Q3. 喫茶ランドリーを実践して一番実感したことは何でしょうか?
A3.「他人が飽きない」ということです。他人がどんなに偉くても偉くなくても、常に自分の想定外のことをしてくれます。他人と関わっているからこその思い通りにならず、予定不調和になる。それが成功であると最初に覚悟をしたからこそ吉と出たかなと思います。
Q4. 個の能動性が発露することが大事なことはわかります。では田中さんが考えるプロの役割とはどんなことでしょうか?
A4.「引き出すこと。器であること」をプロ意識として持っています。ボロボロでも高貴でもない、使われたいという器であることです。私設公民館としてみんなの手の届く器であること。人によってラーメンの味に好みがあるように常に器としてチューニングをし続けることがプロだと考えています。
Q5. 田中元子さんは何をしている時が「わたしイケてるかもー?!」って思いますか?
A5.お客さんでも、スタッフでも「調子づいている時」によしって思います。お客様とスタッフにも「あなた最高、素敵、いけてる」と言って、「そんなことない」と言いつつ調子こいてる姿が最高に嬉しい。喫茶ランドリーでは何かマニュアルに縛られない姿を意識しています。挨拶は大切ですが、あなたらしく振舞うことはいつもスタッフの人に言います。自分らしさが出て、片足浮いているくらいの人が好きです。
Q6. 喫茶ランドリーが現れた!と、近所の方は色んな意味でショックを受けたと思います。ご近所の方へどのようなアクションを起こして、その緊張感をほぐしましたか??
A6. 喫茶ランドリーのオープンのお祝いで大きなお花をいただきました。もらったお花を独り占めして飾っていても何もならないと思い小分けにして近所に配りました。挨拶周りのような、お裾分けです。しかし、実際に近所の人と直接会話をすることで「花が好きで嬉しかった」や「実は...」という自然な会話が生まれたのです。その時は、必死でやりたいと思ったことをしました。それが相手方のフックに引っかかったのかなと思います。したいと思った事、正しいと思ったこと、良かれと思った事を、全力で尽くすしかない。と思いました。
Q7. 元子さんの元気の秘訣(考えクセや気をつけていることなど)をお聞かせください!

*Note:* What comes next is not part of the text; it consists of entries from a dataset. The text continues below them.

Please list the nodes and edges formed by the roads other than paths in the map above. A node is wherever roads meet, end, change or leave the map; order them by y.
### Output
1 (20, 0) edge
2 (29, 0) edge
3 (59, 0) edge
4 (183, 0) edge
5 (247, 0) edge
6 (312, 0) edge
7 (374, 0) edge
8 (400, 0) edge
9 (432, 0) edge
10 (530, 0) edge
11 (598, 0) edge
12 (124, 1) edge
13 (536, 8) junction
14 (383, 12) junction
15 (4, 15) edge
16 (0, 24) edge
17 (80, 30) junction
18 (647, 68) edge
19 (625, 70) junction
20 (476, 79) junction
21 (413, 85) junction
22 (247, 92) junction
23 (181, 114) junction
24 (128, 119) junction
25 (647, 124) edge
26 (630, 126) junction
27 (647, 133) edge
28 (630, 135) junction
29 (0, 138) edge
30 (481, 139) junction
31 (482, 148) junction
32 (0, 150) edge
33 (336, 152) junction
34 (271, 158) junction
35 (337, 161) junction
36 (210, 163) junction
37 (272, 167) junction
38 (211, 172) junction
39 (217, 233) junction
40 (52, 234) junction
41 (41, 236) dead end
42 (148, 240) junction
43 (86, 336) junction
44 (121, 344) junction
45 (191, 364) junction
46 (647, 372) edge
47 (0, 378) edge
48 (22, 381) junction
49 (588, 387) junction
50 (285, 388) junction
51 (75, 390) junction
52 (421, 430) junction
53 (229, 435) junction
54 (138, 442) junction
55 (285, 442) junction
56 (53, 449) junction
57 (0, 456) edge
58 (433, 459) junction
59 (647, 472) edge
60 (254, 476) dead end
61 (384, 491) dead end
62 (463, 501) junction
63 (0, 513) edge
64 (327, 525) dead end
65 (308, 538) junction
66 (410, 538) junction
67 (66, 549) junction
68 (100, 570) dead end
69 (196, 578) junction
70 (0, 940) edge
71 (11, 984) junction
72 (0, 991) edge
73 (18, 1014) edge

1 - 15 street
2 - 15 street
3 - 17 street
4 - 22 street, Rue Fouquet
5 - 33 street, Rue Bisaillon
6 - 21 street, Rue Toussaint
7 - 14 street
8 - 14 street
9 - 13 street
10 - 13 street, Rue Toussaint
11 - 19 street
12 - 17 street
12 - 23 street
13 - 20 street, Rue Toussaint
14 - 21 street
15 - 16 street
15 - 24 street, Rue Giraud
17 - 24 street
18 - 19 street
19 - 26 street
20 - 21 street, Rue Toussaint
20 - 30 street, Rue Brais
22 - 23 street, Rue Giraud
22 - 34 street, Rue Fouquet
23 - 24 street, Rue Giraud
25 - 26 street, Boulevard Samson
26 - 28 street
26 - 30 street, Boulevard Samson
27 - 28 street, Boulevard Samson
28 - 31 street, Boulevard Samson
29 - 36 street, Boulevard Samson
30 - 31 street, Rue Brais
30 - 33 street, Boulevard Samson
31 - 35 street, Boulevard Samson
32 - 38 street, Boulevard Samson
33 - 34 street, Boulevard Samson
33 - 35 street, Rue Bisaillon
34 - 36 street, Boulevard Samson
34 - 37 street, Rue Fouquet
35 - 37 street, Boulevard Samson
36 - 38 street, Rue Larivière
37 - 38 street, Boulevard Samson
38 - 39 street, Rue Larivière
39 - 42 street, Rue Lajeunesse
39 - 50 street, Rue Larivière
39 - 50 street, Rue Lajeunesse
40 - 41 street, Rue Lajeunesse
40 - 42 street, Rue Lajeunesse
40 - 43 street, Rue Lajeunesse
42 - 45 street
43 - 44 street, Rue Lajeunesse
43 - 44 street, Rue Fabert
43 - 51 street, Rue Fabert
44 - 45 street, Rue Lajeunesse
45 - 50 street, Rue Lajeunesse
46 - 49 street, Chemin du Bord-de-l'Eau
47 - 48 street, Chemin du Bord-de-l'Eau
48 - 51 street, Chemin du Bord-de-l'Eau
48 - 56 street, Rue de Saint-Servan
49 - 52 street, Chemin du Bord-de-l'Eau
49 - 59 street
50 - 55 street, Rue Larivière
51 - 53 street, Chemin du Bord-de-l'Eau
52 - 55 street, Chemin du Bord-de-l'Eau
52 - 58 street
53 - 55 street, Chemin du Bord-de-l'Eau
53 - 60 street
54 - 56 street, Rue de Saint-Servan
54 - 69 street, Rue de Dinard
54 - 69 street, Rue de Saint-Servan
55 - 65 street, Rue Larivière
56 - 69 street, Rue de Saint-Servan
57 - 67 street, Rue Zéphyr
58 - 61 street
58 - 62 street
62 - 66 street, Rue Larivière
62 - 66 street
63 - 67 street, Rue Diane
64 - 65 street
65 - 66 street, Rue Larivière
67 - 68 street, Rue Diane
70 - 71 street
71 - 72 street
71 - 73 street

A7.失敗・負けという言葉は自分の中には存在しないです。実際、ゲームでの負けはあると思います。他にも人生の選択や喫茶ランドリーでの出来事。人から見て失敗、負け、ダメと思えることは多々あったと思います。しかし自分の中では「まだ終わっていない」と思っていました。これはまだ途中経過だと。これは嬉しい時も同じで、「これで調子にのるなよ。まだ途中経過だ」。と。また明日に違う日が来るし新しいことが待っていると思っています。
Q8. 田中さんがもしブルースタジオの一員でしたらどんなことがしたいですか?またこれからのブルースタジオはどうあるべきだと考えます?
A8. リノベーションの言う言葉を定着させたからこそ、自分で生み出した言葉を自分で捨ててその先の世界を生み出したらかっこいいと思います。リノベーションという言葉を使わずともブルースタジオということがわかる危険な組織であってほしいです。
▼ 感想
まちと向き合うことについての新しい発見に加え、メッセージ、言葉の重みを見つめ直すことができました。普段ブルースタジオでも、自分ごとにすること、当事者になることの重要性を様々なプロジェクトで向き合うようにしています。
本日の講演では、自分だったら何ができるだろうかと考えさせられ、気付かされるお時間でした。ありがとうございます。次回のオンライン保健室も楽しみにしています!